NOTE: In Fisher (1993), data were centered (by substrating the mean) before the computation of all summary statistics related to the second circular moments (such as dispersion, skewness and kurtosis), which might results in incorrect estimates (see issue #58 from pycircstat). Here, we follows Pewsey, et al. 2014, by setting the default as NOT centering the data.

In [4]:

from pycircstat2.descriptive import circ_dispersion

circ_dispersion(alpha=c11.alpha), (1 - r2)/ (2 * r1 **2)

Out[4]:

(np.float64(0.23986529263377035), np.float64(0.23986529263377035))

Circular skewness¶

circ_skewness(alpha) measures how symmetric the data distribution is:

$$\text{circular skewness} = \frac{r_{2}\cos(\mu_{2} - 2\mu_{1})}{(1 - r_{1})^{3/2}}$$

If the resulting value is near 0, then the data distribution is symmetric; if it's relatively large and negative, the data distribution is skewed counterclockwise away from the mean direction; if it's positive, then it's skewed clockwise.

In [5]:

from pycircstat2.descriptive import circ_skewness

circ_skewness(alpha=c11.alpha), (r2 * np.sin(u2 - 2 * u1)) / (1 - r1) ** 1.5

Out[5]:

(np.float64(-0.9235490965405332), np.float64(-0.9235490965405332))

Circular kurtosis¶

circ_kurtosis(alpha) measures the peakedness of the data distribution:

$$\text{circular kurtosis} = \frac{r_{2}\cos(\mu_{2} - 2\mu_{1}) - r_{1}^{4}}{(1 - r_{1})^{2}}$$

If it's close to 0, the data is near evenly distributed around the circle.

In [6]:

from pycircstat2.descriptive import circ_kurtosis

circ_kurtosis(alpha=c11.alpha), (r2 * np.cos(u2 - 2 * u1) - r**4) / (1 - r1) ** 2

Out[6]:

(np.float64(6.642665308562964), np.float64(6.642665308562964))

Circular median¶

circ_median(alpha, method)

The median for circular data is not well-defined compared to other summary statistics.

The simplest way to define the circular sample median is to find the axis that can divide the data into two equal halves. In pycircstat2, we call this method count because it's implemented as rotating an axis, and count the number of data point in both sides, then returns the axis with the smallest count difference. The axes can be just the angles in the data set, or, it can be predefined, for example, all axes seperated by 1 degree. We chose the first approach as it's more convenient.

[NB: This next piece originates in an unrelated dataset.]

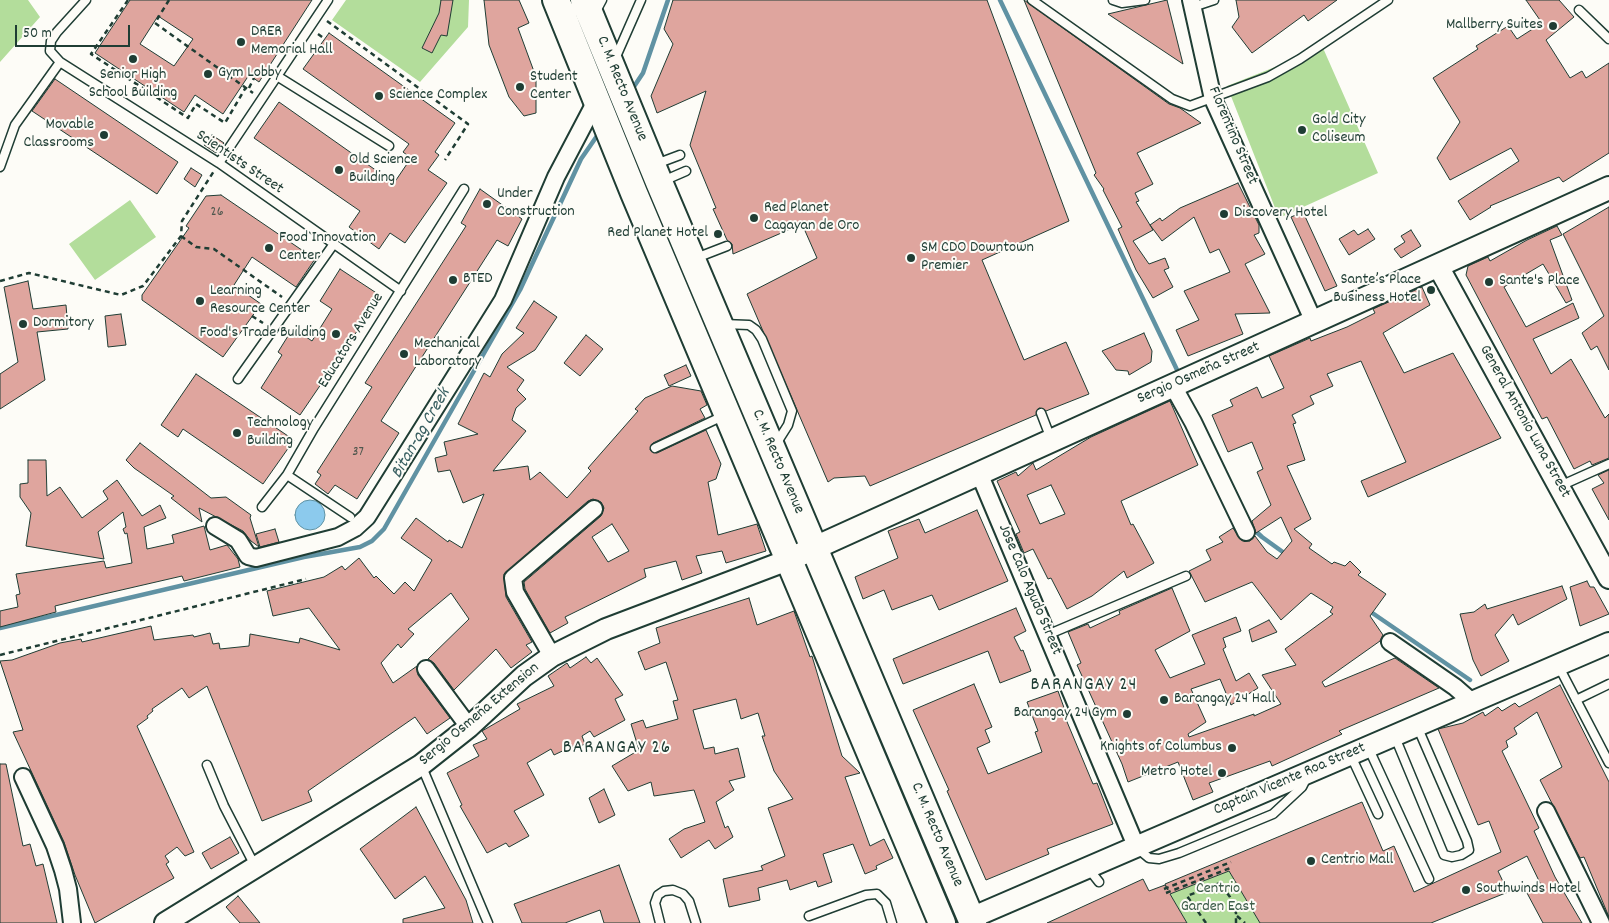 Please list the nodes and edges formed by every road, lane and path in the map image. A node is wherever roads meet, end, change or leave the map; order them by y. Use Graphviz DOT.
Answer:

Alternatively, one can define the median as the axis that has the minimum mean deviation (deviation; in some literature, it's called Mardia's median):

$$\text{mean deviation} = \pi - \frac{1}{n}\sum_{1}^{n}|\pi - |\theta_{i} - \theta||$$

Again, there are two approches: 1. we can choose the axis from existing data points, or 2. from a predefined grids.

For grouped data, we use the method of Mardia (1972).

Both count and deviation would potentially identify multiple axes that satisfy the condition. In those case, we followed Otieno & Anderson-Cook (2003) by simply taking the circular mean of ALL potential medians. But the user can also choose to return all potential medians instead.

In [7]:

from pycircstat2.descriptive import circ_median

# example with multiple ties 
d = np.deg2rad(np.array([0, 45, 45, 135,135, 180]))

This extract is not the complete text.